Student R&D · Applied ML · Market Sentiment
Financial trend forecasting leveraging sentiment analysis.
A student research project exploring how traditional indicators, SEC filings, news sentiment, and deep learning architectures can work together to predict stock price movements and inform algorithmic trading strategies.
Objective
The goal of this student-led project was to build a forecasting pipeline predicting next-day closing prices for selected equities. By combining structured price data, engineered financial indicators, and sentiment extracted from public disclosures and news, we aimed to understand how narrative signals influence traditional quantitative models.
The work compares three families of models—ARIMA, LSTM, and Transformer—on identical datasets, evaluating them with MAE, MSE, RMSE, R², residuals, and simulated cumulative returns for basic trading heuristics.
Assets & horizon
Daily OHLCV data is combined with hand-built technical indicators and sentiment scores from SEC filings and news headlines.
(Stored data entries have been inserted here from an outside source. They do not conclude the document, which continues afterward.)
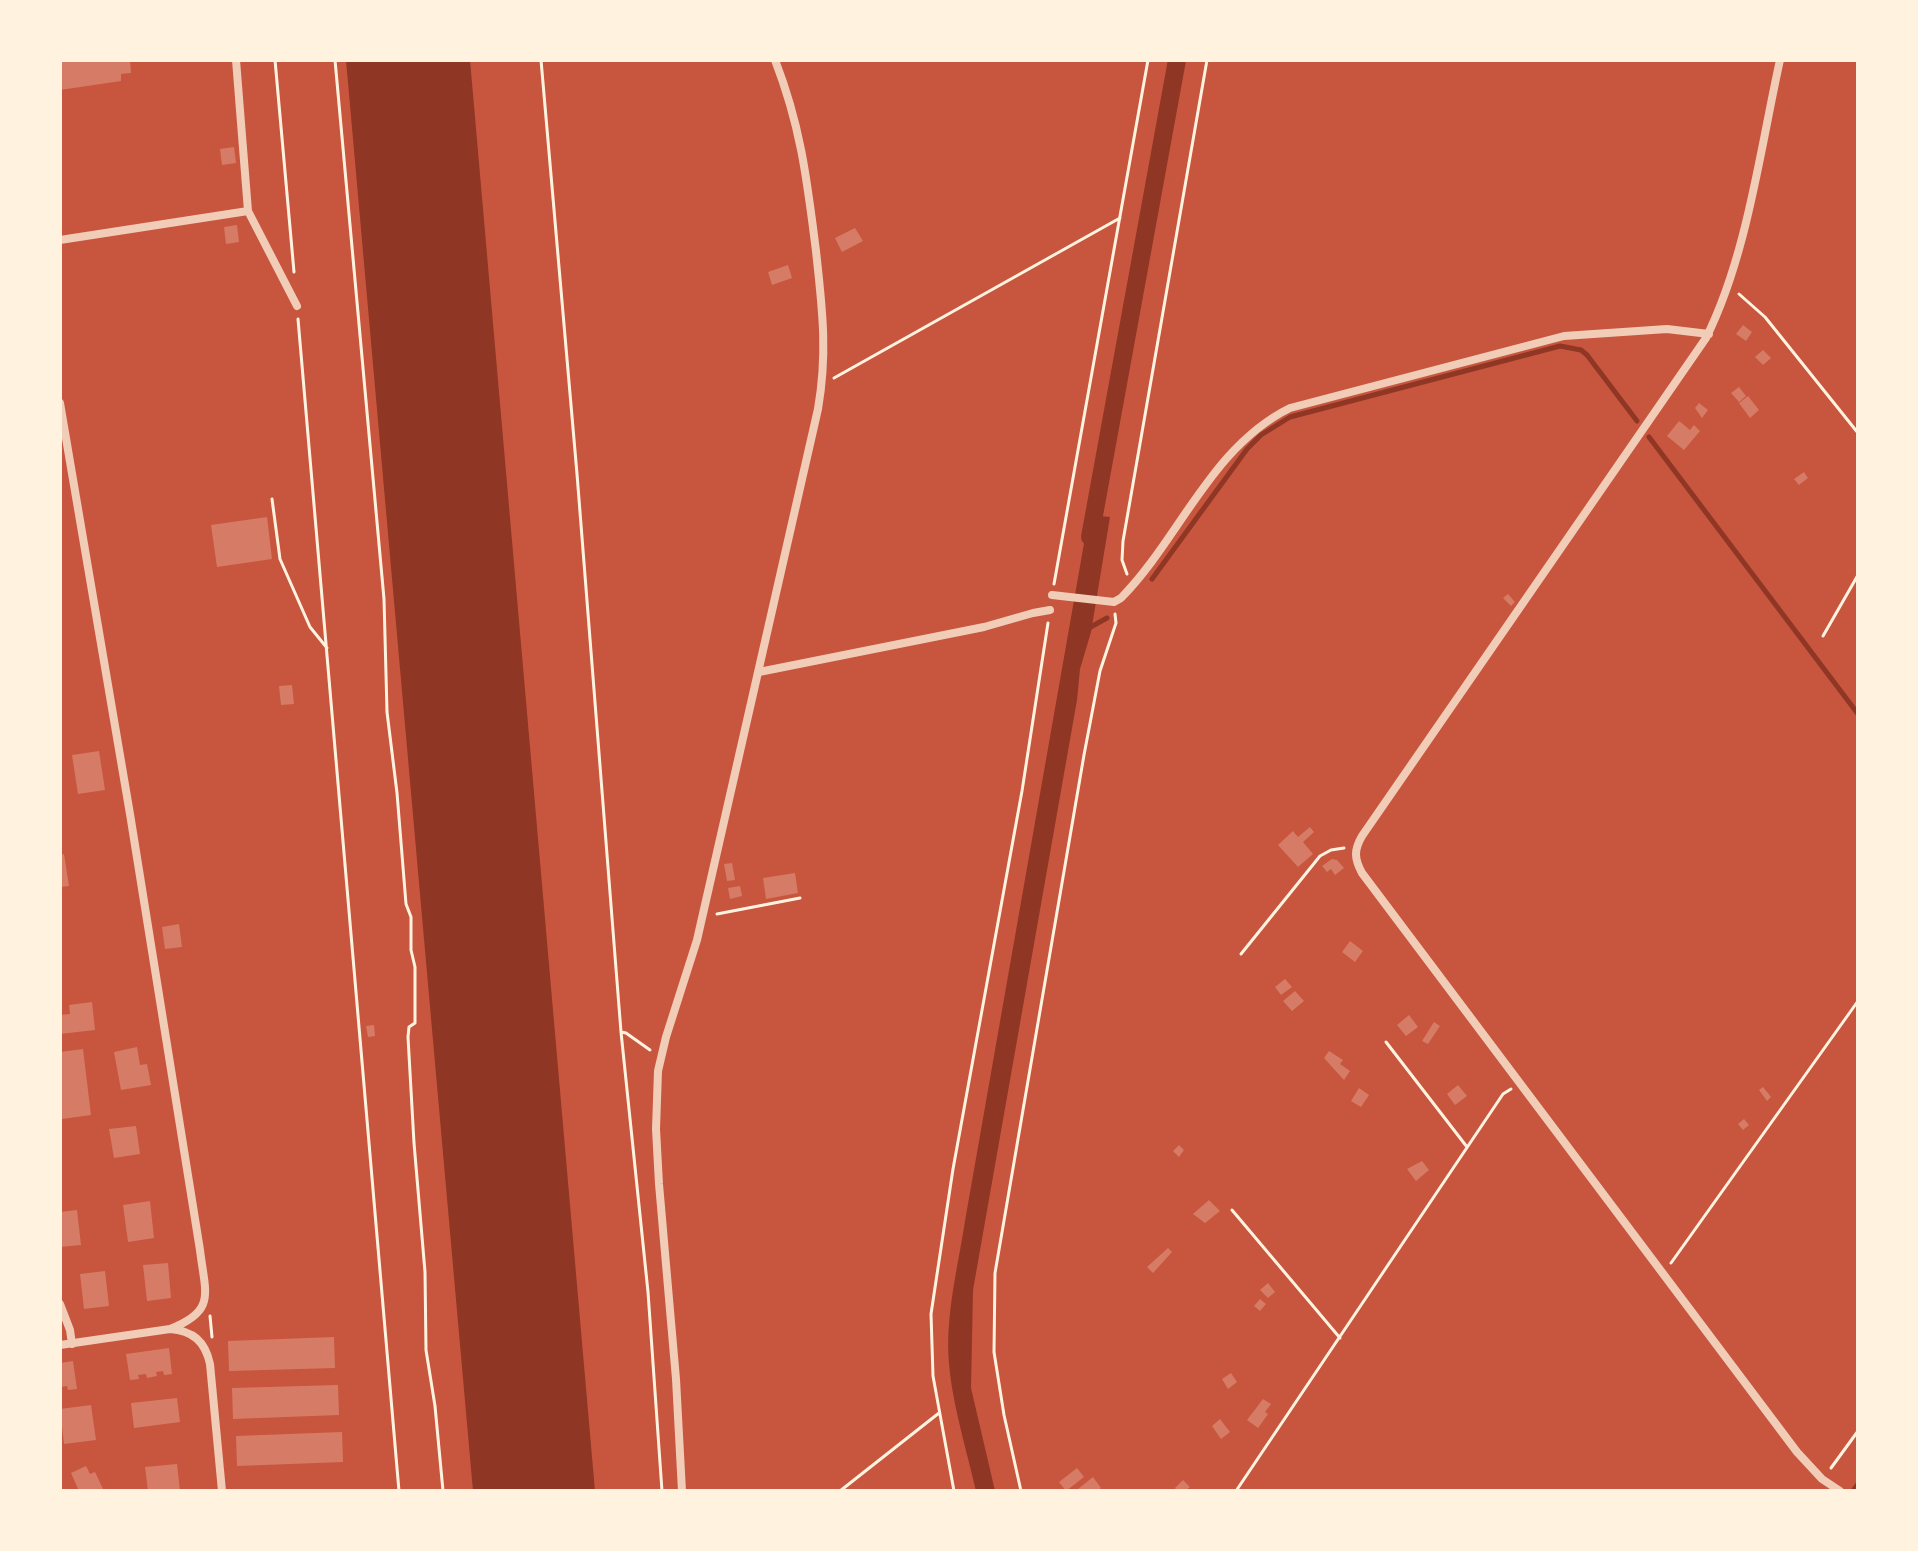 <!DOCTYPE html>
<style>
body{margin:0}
#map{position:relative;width:1918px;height:1551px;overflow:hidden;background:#c8553d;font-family:Inter,sans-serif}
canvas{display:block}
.frame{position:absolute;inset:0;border:62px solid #fff3e0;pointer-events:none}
</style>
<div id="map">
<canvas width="1918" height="1551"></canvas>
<div class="frame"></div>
</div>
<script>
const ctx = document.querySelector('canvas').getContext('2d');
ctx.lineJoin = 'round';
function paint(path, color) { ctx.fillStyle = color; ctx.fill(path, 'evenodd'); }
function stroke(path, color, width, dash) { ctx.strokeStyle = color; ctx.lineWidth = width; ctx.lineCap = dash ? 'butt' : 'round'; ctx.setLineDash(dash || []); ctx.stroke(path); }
const water = new Path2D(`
 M 346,60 L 470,60 L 595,1491 L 473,1491 Z
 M 1089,515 L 1110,517 L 1091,632 L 1080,669 L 1077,700 L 973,1290 L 971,1388 L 995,1491 L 976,1491 C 967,1451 952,1403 949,1363 C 945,1316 958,1267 965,1221 Z`);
const stream = new Path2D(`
 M 1649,437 L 1858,714
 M 1152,579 L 1247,449 L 1261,435 L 1290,417 L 1560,346 L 1581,350 L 1587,355 L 1637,421
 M 1087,629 L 1107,618
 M 1853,1491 L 1858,1484`);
const canal = new Path2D(`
 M 1090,537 L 1177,60`);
const building = new Path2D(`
 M 60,60 L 130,60 L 131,73 L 121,74 L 121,81 L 60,90 Z
 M 234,147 L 236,163 L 222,165 L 220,149 Z
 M 237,225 L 239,242 L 226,244 L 224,227 Z
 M 855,228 L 863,241 L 842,252 L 835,238 Z
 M 788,265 L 792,278 L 772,285 L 768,272 Z
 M 1743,325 L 1752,332 L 1746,341 L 1736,334 Z
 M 1763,350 L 1771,358 L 1763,365 L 1755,357 Z
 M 1739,387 L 1746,396 L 1739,402 L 1731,393 Z
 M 1748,396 L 1759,410 L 1750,418 L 1739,403 Z
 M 1699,403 L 1708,410 L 1702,418 L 1695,408 Z
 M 1679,421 L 1690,430 L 1694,425 L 1700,431 L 1684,450 L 1667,436 Z
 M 1804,472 L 1808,478 L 1799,485 L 1794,479 Z
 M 267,517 L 272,559 L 217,567 L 211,525 Z
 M 1508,594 L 1515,602 L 1511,606 L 1503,598 Z
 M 292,685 L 294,704 L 281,705 L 279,686 Z
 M 99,751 L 105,790 L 78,794 L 72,755 Z
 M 1310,827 L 1314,832 L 1303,842 L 1313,854 L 1298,867 L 1278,845 L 1293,831 L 1298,837 Z
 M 64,854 L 69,886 L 60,887 L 60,855 Z
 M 1332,859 L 1337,860 L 1344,868 L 1335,875 L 1331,869 L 1327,872 L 1322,866 Z
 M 732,863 L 735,880 L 727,881 L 724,864 Z
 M 795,873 L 798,893 L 766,899 L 763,878 Z
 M 740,886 L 742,896 L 730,899 L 728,888 Z
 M 179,924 L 182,947 L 165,949 L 162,927 Z
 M 1350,941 L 1363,951 L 1355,962 L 1342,952 Z
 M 1285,979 L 1292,987 L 1281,995 L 1275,987 Z
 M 1295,991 L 1304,1001 L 1292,1011 L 1283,1001 Z
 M 92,1002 L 95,1030 L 60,1034 L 60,1015 L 70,1014 L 69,1005 Z
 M 1409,1015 L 1418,1027 L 1406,1036 L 1397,1025 Z
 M 1434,1022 L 1440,1026 L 1428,1044 L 1422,1041 Z
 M 374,1025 L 375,1036 L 368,1037 L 366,1026 Z
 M 137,1047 L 140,1065 L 147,1064 L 151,1085 L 121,1090 L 114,1052 Z
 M 83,1049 L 91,1115 L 62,1119 L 60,1052 Z
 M 1329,1051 L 1343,1060 L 1340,1064 L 1350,1071 L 1344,1080 L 1324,1058 Z
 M 1458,1085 L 1467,1096 L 1455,1105 L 1447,1094 Z
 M 1763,1087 L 1771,1097 L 1767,1101 L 1759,1090 Z
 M 1359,1088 L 1369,1095 L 1361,1107 L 1351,1101 Z
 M 1744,1119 L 1749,1125 L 1743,1130 L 1738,1124 Z
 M 136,1126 L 140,1154 L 114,1158 L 109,1129 Z
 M 1179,1145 L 1184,1150 L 1179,1157 L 1173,1151 Z
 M 1422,1161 L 1429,1170 L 1416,1181 L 1407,1169 Z
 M 1209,1200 L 1220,1211 L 1205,1223 L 1193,1214 Z
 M 150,1201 L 154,1238 L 128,1242 L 123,1205 Z
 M 77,1210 L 81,1245 L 60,1247 L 60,1212 Z
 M 1168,1248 L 1172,1252 L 1153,1273 L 1147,1267 Z
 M 168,1263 L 171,1298 L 147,1301 L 143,1265 Z
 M 105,1271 L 109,1306 L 84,1309 L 80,1274 Z
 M 1268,1283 L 1275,1292 L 1268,1298 L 1260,1290 Z
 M 1260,1299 L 1266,1304 L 1260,1311 L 1254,1306 Z
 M 334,1337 L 335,1368 L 229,1371 L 228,1341 Z
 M 169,1348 L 172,1374 L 164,1375 L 163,1371 L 156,1372 L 157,1376 L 147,1378 L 146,1374 L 138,1375 L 139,1379 L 130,1380 L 126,1354 Z
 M 73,1361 L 77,1389 L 68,1390 L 67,1386 L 60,1387 L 60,1363 Z
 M 1231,1373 L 1237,1382 L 1228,1389 L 1222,1379 Z
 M 338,1385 L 339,1415 L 233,1419 L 232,1388 Z
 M 177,1398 L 180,1422 L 134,1428 L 131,1403 Z
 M 1263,1399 L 1271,1404 L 1265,1412 L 1268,1414 L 1258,1428 L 1247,1420 Z
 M 91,1405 L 96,1440 L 64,1444 L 60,1409 Z
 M 1220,1419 L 1230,1432 L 1221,1439 L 1212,1426 Z
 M 342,1432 L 343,1462 L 237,1466 L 236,1436 Z
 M 177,1464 L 180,1491 L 148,1491 L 145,1467 Z
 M 86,1466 L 90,1474 L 95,1472 L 104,1491 L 79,1491 L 71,1473 Z
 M 1077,1468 L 1084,1477 L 1066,1491 L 1059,1482 Z
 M 1093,1477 L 1101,1488 L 1097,1491 L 1080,1491 L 1078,1489 Z
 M 1183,1480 L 1190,1487 L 1185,1491 L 1177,1491 L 1175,1488 Z`);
const path = new Path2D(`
 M 275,60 L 294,272
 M 335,60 L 384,599 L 387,712 L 397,793 L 406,904 L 411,917 L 411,950 L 415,967 L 415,1023 L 409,1027 L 408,1037 L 414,1143 L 425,1272 L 426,1350 L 435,1406 L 443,1491
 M 541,60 L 577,474 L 621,1032 L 648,1292 L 662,1491
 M 1739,294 L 1765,317 L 1858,433
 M 298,319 L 399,1491
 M 834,378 L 1120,218
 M 272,499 L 280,559 L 310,627 L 327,648
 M 1127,574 L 1122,560 L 1123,541 L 1207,60
 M 1054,584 L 1148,60
 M 1823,636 L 1858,575
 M 717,914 L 800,898
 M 1241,954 L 1320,856 L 1331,850 L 1344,848
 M 621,1032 L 626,1033 L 650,1050
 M 1386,1042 L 1467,1147
 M 1232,1210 L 1340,1338
 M 1671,1263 L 1858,1001
 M 210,1316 L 212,1337
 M 1831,1468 L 1858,1431
 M 840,1491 L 939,1413
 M 954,1491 L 933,1376 L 931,1314 L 953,1169 L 1022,791 L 1048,623
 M 1021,1491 L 1004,1415 L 994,1352 L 995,1273 L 1084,755 L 1100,671 L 1116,623 L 1115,614
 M 1236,1491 L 1503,1094 L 1511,1089`);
const minor = new Path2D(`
 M 236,60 L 248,211 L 297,306
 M 1780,60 C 1760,150 1747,256 1706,338 L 1362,836 C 1354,850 1354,858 1362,873 L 1797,1452 L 1822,1479 L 1840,1491
 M 60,240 L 248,211
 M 60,403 L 130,814 L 200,1250 C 205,1293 217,1311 170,1329
 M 1052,595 L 1114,602 L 1121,598 C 1180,538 1211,447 1290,408 L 1564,336 L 1667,329 L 1709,334
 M 759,672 L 984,627 L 1033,613 L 1050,610
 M 60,1304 L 70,1330 L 72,1344
 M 60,1345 L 170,1329 C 193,1331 205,1341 210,1364 L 222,1491
 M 682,1491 L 676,1379 L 659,1184 L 656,1129 L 658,1071 L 666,1037 L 697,940 L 818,409 C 828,351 822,307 816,251 C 807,180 801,127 775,60`);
paint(water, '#8f3625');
stroke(stream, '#8f3625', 5);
stroke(canal, '#8f3625', 18);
paint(building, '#d67c66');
stroke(path, '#fff3e0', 3);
stroke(minor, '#f1ccb7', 8);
</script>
Each timestep in the training sequences includes:
- • Normalized price and volume
- • SMA, EMA, MACD, RSI, Bollinger bands, and stochastic oscillators
- • SEC sentiment score (interpolated for non-filing days)
- • News sentiment score from up to five headlines
Feature snapshot
Example features fed into the sequence models:
SMA(20), EMA(20)
MACD & signal line
RSI(14)
Stochastic %K, %D
Bollinger band width
Log returns
News sentiment score
SEC sentiment score
Models
Three architectures are treated as next-day regressors (no classification). Training, validation, and test splits are strictly chronological to respect time-series ordering.
ARIMA baseline
Classic ARIMA on closing prices only. Provides a smooth baseline but fails to react to regime changes and sentiment shifts.
Transformer regressor
A lightweight Transformer with positional embeddings over 5-day windows. It captures some temporal structure but is more sensitive to noise.
LSTM sequence model
A stacked LSTM with dropout and Adam optimization. After tuning, it delivers the best fit on both assets, with R² around 0.93 for AAPL and 0.85 for JNJ.
Results
On both AAPL and JNJ, the LSTM tracks the trend and local swings much more closely than ARIMA. ARIMA behaves like a slowly drifting line, while the LSTM learns to follow rallies, drawdowns, and sideways ranges.
The gap between the two curves is largest around sharp moves—earnings, macro news, or sector shocks—where sentiment features give the LSTM extra signal that ARIMA never sees.
Cumulative returns from a simple strategy using model forecasts versus actual returns, highlighting where learned models can add value vs. naive baselines.
Classroom R&D that led to a sentiment analysis system.
What started as a student research initiative had evolved into a working prototype for sentiment-aware forecasting.